Vol. 146 No. 3738 (2016)

Staphylococcus aureus and methicillin resistance in Switzerland: regional differences and trends from 2004 to 2014

  • Flaminia Olearo
  • Werner C. Albrich
  • Nathalie Vernaz
  • Stephan Harbarth
  • Andreas Kronenberg
  • Swiss Centre for Antibiotic resistance (ANRESIS)
Cite this as:
Swiss Med Wkly. 2016;146:w14339


BACKGROUND: The global epidemiology of methicillin-resistant Staphylococcus aureus (MRSA) is heterogeneous. The objective of this study was to evaluate MRSA epidemiology in Switzerland over an 11-year period.

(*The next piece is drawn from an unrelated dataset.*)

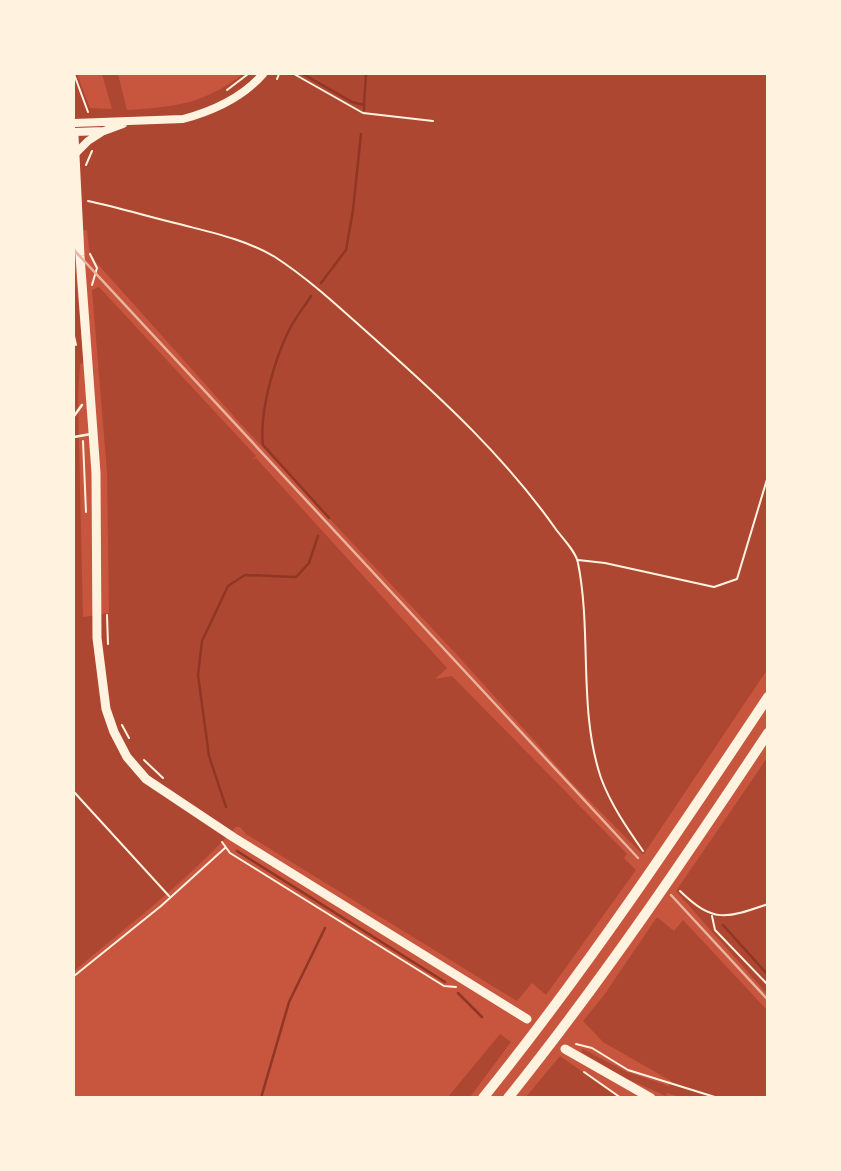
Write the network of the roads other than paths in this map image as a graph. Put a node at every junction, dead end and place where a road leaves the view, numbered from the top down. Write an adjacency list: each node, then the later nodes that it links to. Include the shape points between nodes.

METHODS: We conducted a retrospective study with time series analysis on S. aureus including MRSA and non-multidrug resistant MRSA (NmMRSA). We used NmMRSA as a marker for community-acquired MRSA. NmMRSA was defined as MRSA susceptible to at least three of the following agents: ciprofloxacin, clindamycin, tetracycline and trimethoprim-sulfamethoxazole.

RESULTS: A total of 14 648 MRSA and 115 917 methicillin-susceptible S. aureus (MSSA) isolates were included. Despite an overall decrease of the proportion of MRSA among S. aureus clinical isolates (from 14% in 2004 to 8% in 2014), an increasing trend in NmMRSA was observed. Variations in geographical distribution were noted, with a decrease in the proportion of MRSA in the Italian- and French-speaking regions (from 20–26% in 2004 to 12% in 2014) and low prevalence (3–5%) in the German-speaking region. We noticed an increase in the proportion of MRSA in outpatients (+0.03% per quarter per year) and in the younger population (+0.05% per quarter per year) compared with a decreasing trend in inpatients and the elderly.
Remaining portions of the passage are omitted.